## What you are asked to do
Repeat every record exactly, but keep images out of the copy.
Top of Material for the task
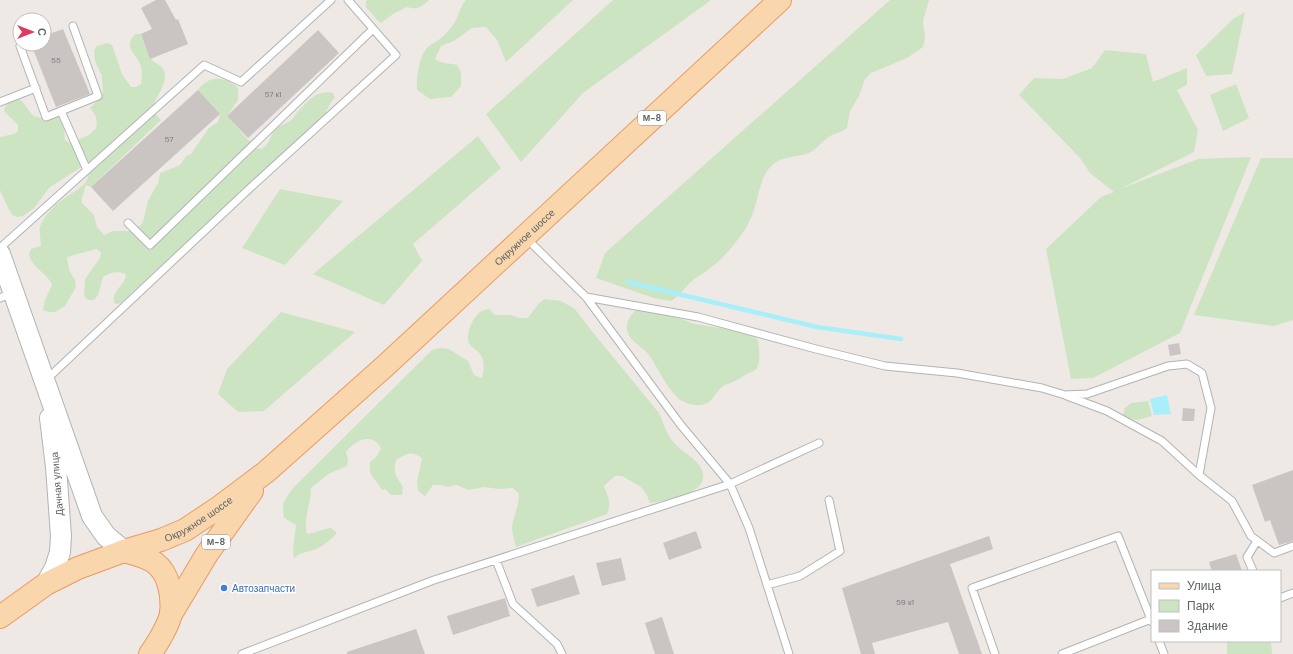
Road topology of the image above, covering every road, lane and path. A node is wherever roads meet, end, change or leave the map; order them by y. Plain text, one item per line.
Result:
1 (331, 0) edge
2 (348, 0) edge
3 (780, 0) edge
4 (74, 26) dead end
5 (373, 29) junction
6 (22, 52) edge
7 (36, 88) junction
8 (0, 102) edge
9 (62, 111) junction
10 (87, 170) junction
11 (128, 223) dead end
12 (524, 236) junction
13 (0, 248) edge
14 (0, 254) edge
15 (7, 295) edge
16 (586, 297) junction
17 (45, 380) junction
18 (1065, 395) junction
19 (819, 443) dead end
20 (266, 472) junction
21 (1199, 475) junction
22 (730, 484) junction
23 (829, 500) dead end
24 (1257, 541) junction
25 (1293, 546) edge
26 (124, 550) junction
27 (496, 560) junction
28 (1253, 570) edge
29 (46, 584) junction
30 (767, 585) junction
31 (1293, 593) edge
32 (1281, 598) edge
33 (171, 614) junction
34 (0, 617) edge
35 (1151, 620) edge
36 (1159, 642) edge
37 (150, 654) edge
38 (242, 654) edge
39 (562, 654) edge
40 (790, 654) edge
41 (995, 654) edge
42 (1062, 654) edge
43 (1164, 654) edge

1 - 10 lane
2 - 5 lane
3 - 12 main road, Окружное шоссе / М-8
4 - 9 lane
5 - 11 lane
5 - 17 lane
6 - 7 lane
7 - 8 lane
7 - 9 lane
9 - 10 lane
10 - 13 lane
12 - 16 lane
12 - 20 main road, Окружное шоссе / М-8
14 - 15 street, Дачная улица
15 - 17 street, Дачная улица
16 - 18 lane
16 - 22 lane
17 - 26 street, Дачная улица
17 - 29 street, Дачная улица
18 - 21 lane
18 - 21 lane
19 - 22 lane
20 - 26 main road, Окружное шоссе / М-8
20 - 33 main road, Окружное шоссе / М-8
21 - 24 lane
22 - 27 lane
22 - 30 lane
23 - 30 lane
24 - 25 lane
24 - 28 lane
26 - 29 main road, Окружное шоссе / М-8
26 - 33 main road, Окружное шоссе / М-8
27 - 38 lane
27 - 39 lane
29 - 34 main road, Окружное шоссе / М-8
30 - 40 lane
31 - 32 lane
33 - 37 main road, Окружное шоссе / М-8
35 - 41 lane
35 - 42 lane
36 - 43 lane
Bottom of Material for the task
## Solution
Road topology of the image above, covering every road, lane and path. A node is wherever roads meet, end, change or leave the map; order them by y. Plain text, one item per line.
Result:
1 (331, 0) edge
2 (348, 0) edge
3 (780, 0) edge
4 (74, 26) dead end
5 (373, 29) junction
6 (22, 52) edge
7 (36, 88) junction
8 (0, 102) edge
9 (62, 111) junction
10 (87, 170) junction
11 (128, 223) dead end
12 (524, 236) junction
13 (0, 248) edge
14 (0, 254) edge
15 (7, 295) edge
16 (586, 297) junction
17 (45, 380) junction
18 (1065, 395) junction
19 (819, 443) dead end
20 (266, 472) junction
21 (1199, 475) junction
22 (730, 484) junction
23 (829, 500) dead end
24 (1257, 541) junction
25 (1293, 546) edge
26 (124, 550) junction
27 (496, 560) junction
28 (1253, 570) edge
29 (46, 584) junction
30 (767, 585) junction
31 (1293, 593) edge
32 (1281, 598) edge
33 (171, 614) junction
34 (0, 617) edge
35 (1151, 620) edge
36 (1159, 642) edge
37 (150, 654) edge
38 (242, 654) edge
39 (562, 654) edge
40 (790, 654) edge
41 (995, 654) edge
42 (1062, 654) edge
43 (1164, 654) edge

1 - 10 lane
2 - 5 lane
3 - 12 main road, Окружное шоссе / М-8
4 - 9 lane
5 - 11 lane
5 - 17 lane
6 - 7 lane
7 - 8 lane
7 - 9 lane
9 - 10 lane
10 - 13 lane
12 - 16 lane
12 - 20 main road, Окружное шоссе / М-8
14 - 15 street, Дачная улица
15 - 17 street, Дачная улица
16 - 18 lane
16 - 22 lane
17 - 26 street, Дачная улица
17 - 29 street, Дачная улица
18 - 21 lane
18 - 21 lane
19 - 22 lane
20 - 26 main road, Окружное шоссе / М-8
20 - 33 main road, Окружное шоссе / М-8
21 - 24 lane
22 - 27 lane
22 - 30 lane
23 - 30 lane
24 - 25 lane
24 - 28 lane
26 - 29 main road, Окружное шоссе / М-8
26 - 33 main road, Окружное шоссе / М-8
27 - 38 lane
27 - 39 lane
29 - 34 main road, Окружное шоссе / М-8
30 - 40 lane
31 - 32 lane
33 - 37 main road, Окружное шоссе / М-8
35 - 41 lane
35 - 42 lane
36 - 43 lane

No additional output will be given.